Figure 2 illustrates a Bland–Altman plot of means versus differences between the studied devices. A higher 95% LoA and 95% CI were obtained for the comparison with the EchoScan (Figure 2a,b). Moreover, the graphs show again that the EchoScan overestimated measurements regarding the other two devices studied for the higher ACD values and underestimated the lower values; this trend was also statistically confirmed by analysing the correlation between the means and differences between devices (EchoScan vs.
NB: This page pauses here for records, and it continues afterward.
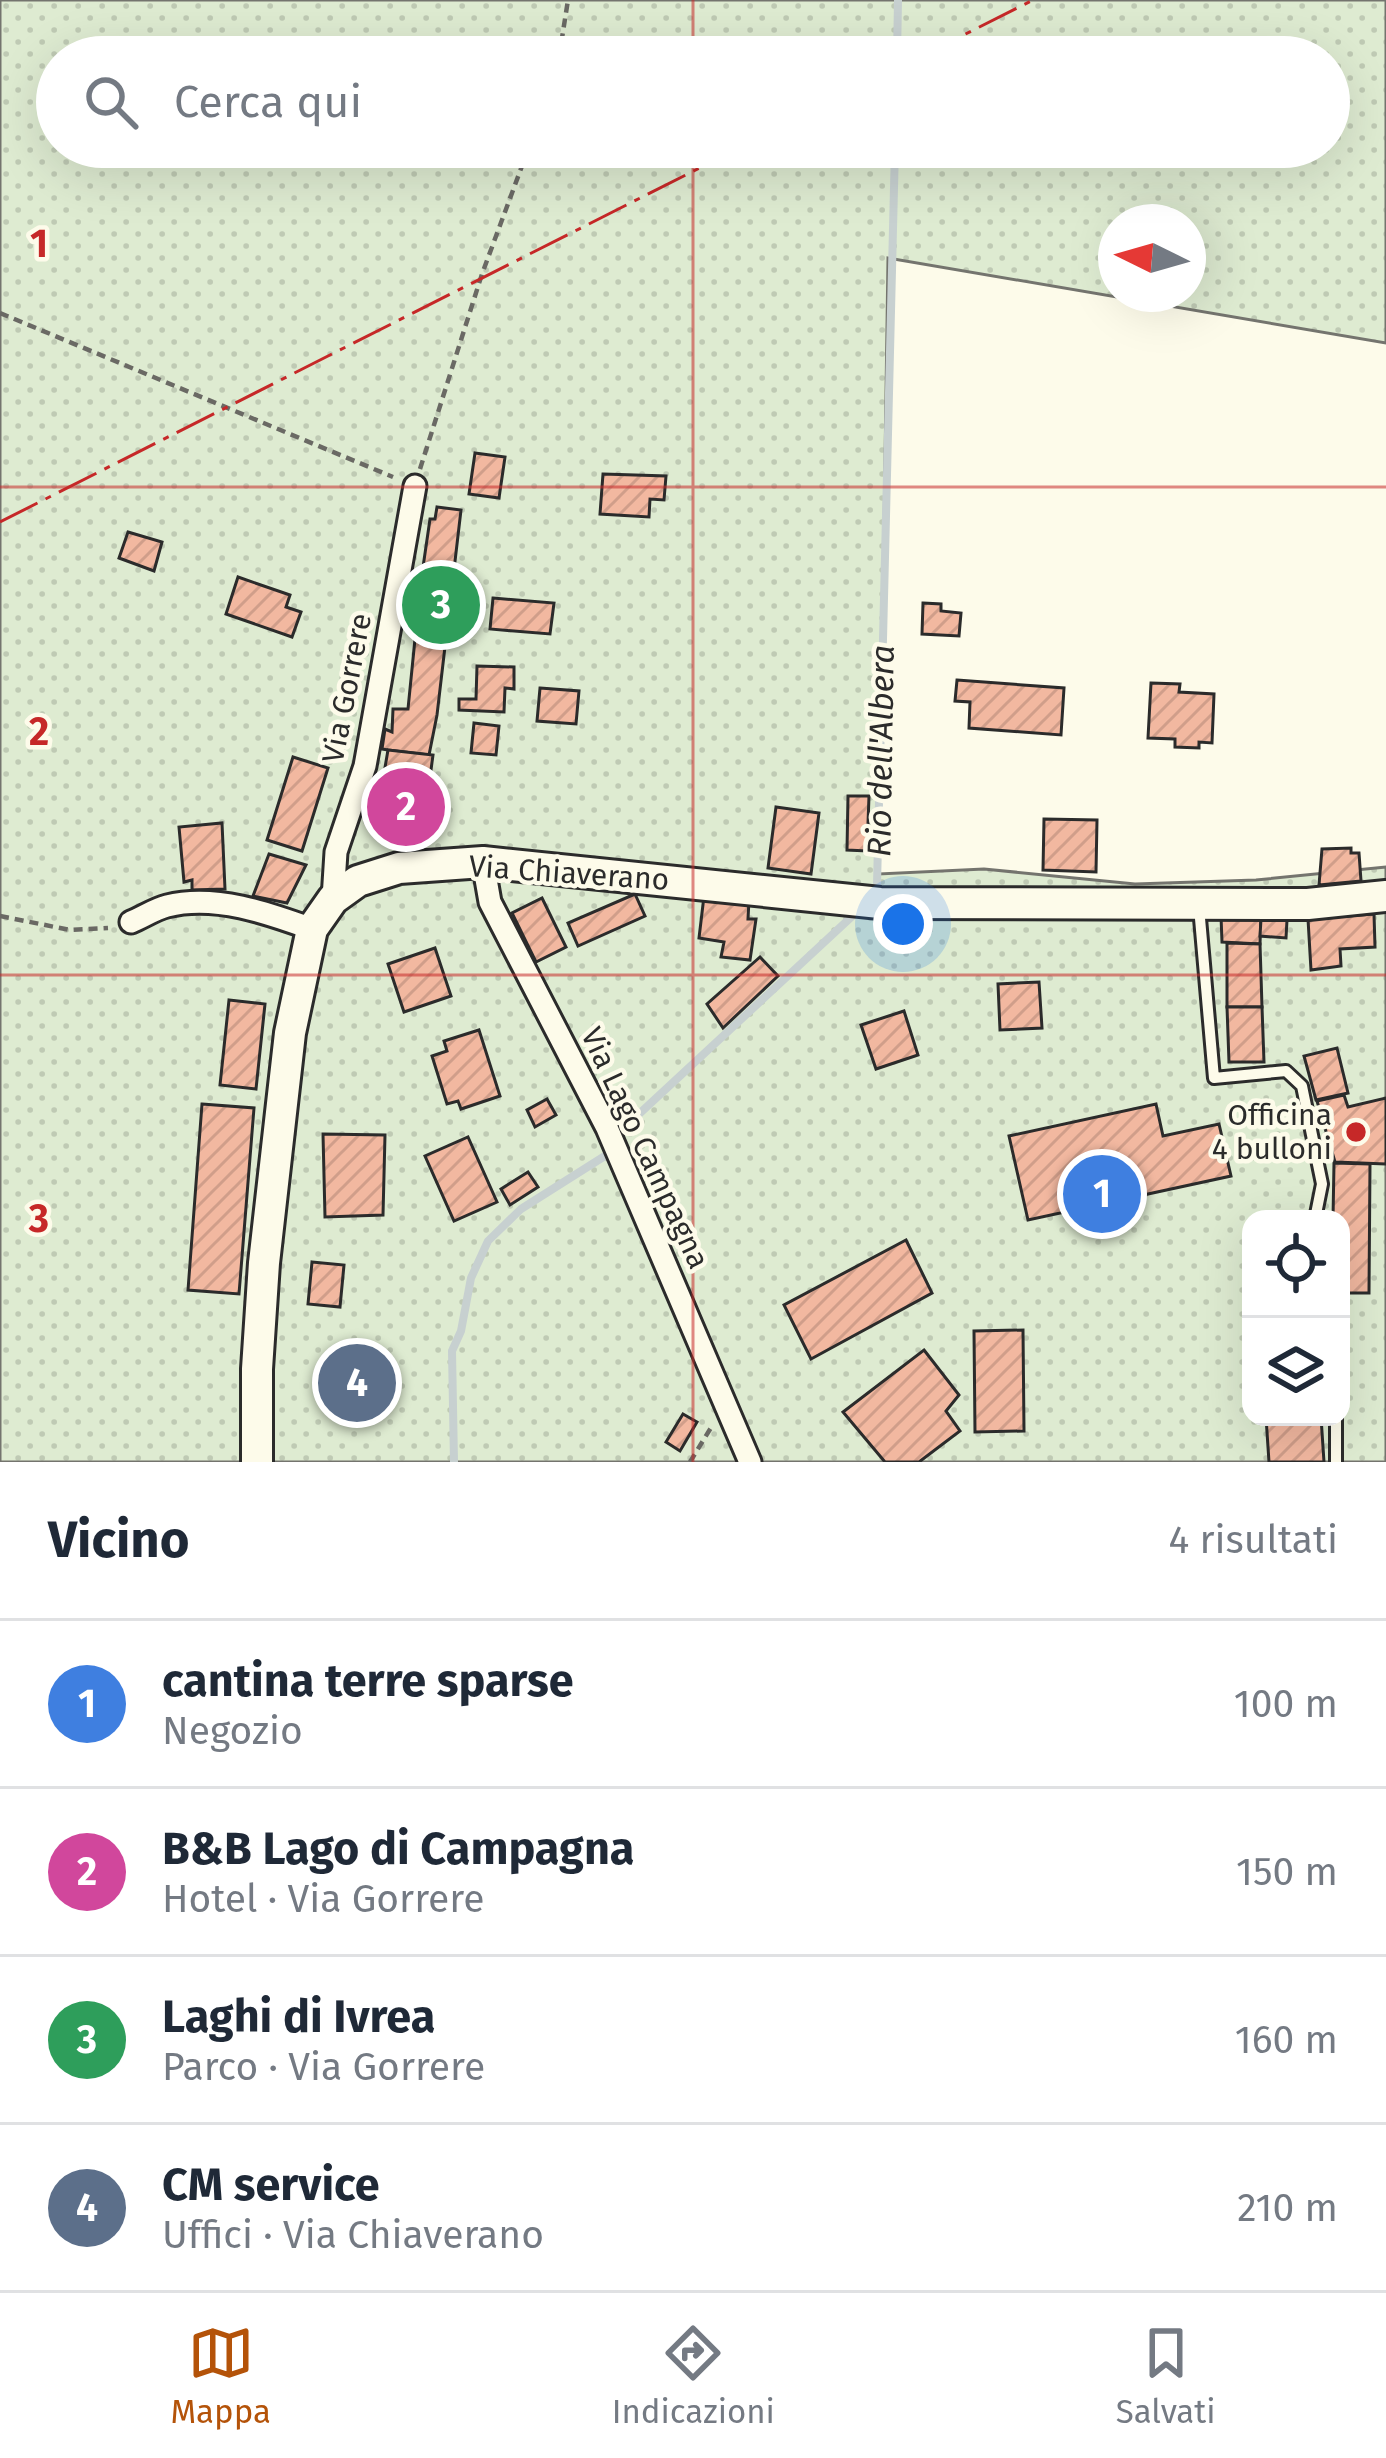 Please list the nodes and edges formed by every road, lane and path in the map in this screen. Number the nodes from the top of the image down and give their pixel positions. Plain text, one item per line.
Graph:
1 (568, 0) edge
2 (562, 36) edge
3 (521, 168) edge
4 (0, 313) edge
5 (415, 486) junction
6 (483, 862) junction
7 (1386, 896) edge
8 (332, 899) junction
9 (1198, 904) junction
10 (0, 916) edge
11 (131, 922) joint
12 (312, 929) junction
13 (1318, 1210) edge
14 (734, 1418) junction
15 (1336, 1426) edge
16 (257, 1462) edge
17 (690, 1462) edge
18 (750, 1462) edge
19 (1336, 1462) edge

1 - 2 path
3 - 5 path
4 - 5 path
5 - 8 street, Via Gorrere
6 - 8 street, Via Chiaverano
6 - 9 street, Via Chiaverano
6 - 14 street, Via Lago Campagna
7 - 9 street, Via Chiaverano
8 - 12 street, Via Chiaverano
9 - 13 lane
10 - 11 path
11 - 12 street
12 - 16 street, Via Chiaverano
14 - 17 path
14 - 18 street, Via Lago Campagna
15 - 19 lane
VX-120, mean vs. difference: r = 0.566 p < 0.001; EchoScan vs. Lenstar, mean vs. difference: r = 0.489, p < 0.001), while no correlation between means and differences was found between the other two devices (VX-120 vs. Lenstar, mean vs. difference; p = 0.170).

4. Discussion

The differences in the precision or agreement between devices are a relevant research topic; accurate biometric results are crucial in the modern diagnosis of ectasias, myopia control or even cataract and refractive surgery for the effective management of patients. ACD quantification serves as a valuable tool for the early diagnosis of ocular disorders, as well as for precise intraocular lens power calculations and routine ocular surgeries [3,4,5,6,7], and has even recently been proposed as one of the features to be studied in myopic populations [48]. In the present study, the agreement on ACD measurements of three commercially available devices based on different measurement principles was assessed, with and without compensation by CCT measurement. The objective of this analysis was to ascertain whether these devices were measuring the ACD or whether they were indeed measuring the AQD [1,2].
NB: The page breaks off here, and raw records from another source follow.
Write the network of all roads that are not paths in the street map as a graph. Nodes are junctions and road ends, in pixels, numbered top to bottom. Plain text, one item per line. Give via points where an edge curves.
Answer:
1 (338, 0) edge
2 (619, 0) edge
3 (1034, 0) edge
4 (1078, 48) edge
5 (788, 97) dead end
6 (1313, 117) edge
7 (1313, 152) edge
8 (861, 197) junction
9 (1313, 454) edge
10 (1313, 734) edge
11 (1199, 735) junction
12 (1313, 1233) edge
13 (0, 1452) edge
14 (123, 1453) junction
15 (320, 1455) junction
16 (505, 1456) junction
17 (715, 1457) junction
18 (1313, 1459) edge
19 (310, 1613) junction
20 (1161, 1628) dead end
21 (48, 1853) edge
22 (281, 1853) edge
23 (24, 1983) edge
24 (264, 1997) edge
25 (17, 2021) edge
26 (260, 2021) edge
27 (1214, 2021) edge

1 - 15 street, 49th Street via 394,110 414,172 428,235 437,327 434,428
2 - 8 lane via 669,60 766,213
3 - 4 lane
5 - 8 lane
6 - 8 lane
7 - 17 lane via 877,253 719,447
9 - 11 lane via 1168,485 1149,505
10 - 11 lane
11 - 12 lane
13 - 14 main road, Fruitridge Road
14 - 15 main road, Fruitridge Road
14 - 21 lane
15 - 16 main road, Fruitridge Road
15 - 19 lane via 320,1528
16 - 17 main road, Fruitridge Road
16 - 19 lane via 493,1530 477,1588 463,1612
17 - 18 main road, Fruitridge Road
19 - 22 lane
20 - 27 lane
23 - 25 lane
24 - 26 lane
Ultrasonic devices have been classically considered the gold standard or reference method in ocular biometric measurement. In the present study, the EchoScan shows poor agreement in ACD measurement with the VX-120 and the Lenstar LS900 on healthy eyes when CCT is not used as a correction value. Similar results were reported by previous studies, where ACD measurements provided by EchoScan resulted in shorter distances than measurements performed with optical methods (IOLMaster) before cataract surgery, with the results highly influenced by the operator’s experience [10]. Nevertheless, when the CCT is added to the results provided by the device in the present study, it is found to exhibit near-perfect agreement with the Lenstar LS900 and good agreement with the VX-120. This strategy could be used as a correction method for measurement with ultrasonic devices; however, the need for this correction because of the lack of CCT as an independent value using these devices is a relevant disadvantage in clinical routine assessment. It could be hypothesized that initially, this device maybe measured the AQD and not the ACD. In addition, both with and without the correction, the EchoScan US-800 showed an overestimation of the value in wide-ACD participants and underestimation of the value in narrow-ACD participants in comparison to the other devices studied.
The use of Scheimpflug technology during the analysis of the anterior eye allows the generation of images from the anterior segment in three dimensions using a non-contact method [12]. It is a relatively new method that has been rapidly spreading because of its utility in the diagnosis of anterior eye abnormalities [14]. The VX-120 is a multi-diagnostic platform device based on a static Scheimpflug camera that can acquire anterior-eye biometric parameters [27,28]. Previous studies have shown that the VX-120 system is able to provide repeatable measurements of CCT and ACD parameters in healthy eyes [27,28]. In the present agreement study, the VX-120 showed a statistically significant difference in ACD measurements when both the EchoScan and the Lenstar LS900 were used on healthy eyes when CCT was not used as a correction value, while good agreement was found with the EchoScan when the CCT was used as a compensatory value. Similar to the Lenstar LS900, it may be hypothesized that initially, this device measured the AQD and not the ACD. To the authors’ knowledge, there are no previous studies where the agreement of the VX-120 with other commercially available devices has been checked during ocular anterior parameter assessment.
Several optical ocular biometic devices based on optical low-coherence reflectometry technology have been developed in recent years, such as the Lenstar LS900 [16]. It has been reported by previous studies that the Lenstar LS900 has high reproducibility and repeatability [25,26]. In the present agreement study, the Lenstar showed statistically significant differences in ACD measurements between the EchoScan and the VX-120 on healthy eyes when CCT was not used as a correction value, while good agreement was found with the EchoScan when CCT was used as a compensatory value. Previous analyses have shown good agreement on ACD and CCT measurements between the Lenstar and the Anterion (Heidelberg, Germany), IOLMaster700 (Carl Zeiss, Oberkochen, Germany), OA-2000 (Tomey, Nagoya, Japan), AL-Scan (Nidek Co., Ltd., Tokyo, Japan) and Pentacam AXL (Oculus, Wetzlar, Germany) in healthy, cataractous post-operative eyes and even subjects who have undergone evaluation for cataract surgery [16,19,26,39,49]. On the other hand, studies have also reported differences in ACD and CCT measurements between Lenstar and OA-2000, Pentacam AXL, IOLMaster, IOLMaster700, AL-Scan, Visante AS-OC (Carl Zeiss Meditec, Dublin, CA, USA) and Revo (Optopol Technology, Zawiercie, Poland) in healthy eyes or subjects who have undergone evaluation for cataract surgery [16,17,18,19,20,25,26,39,40,49].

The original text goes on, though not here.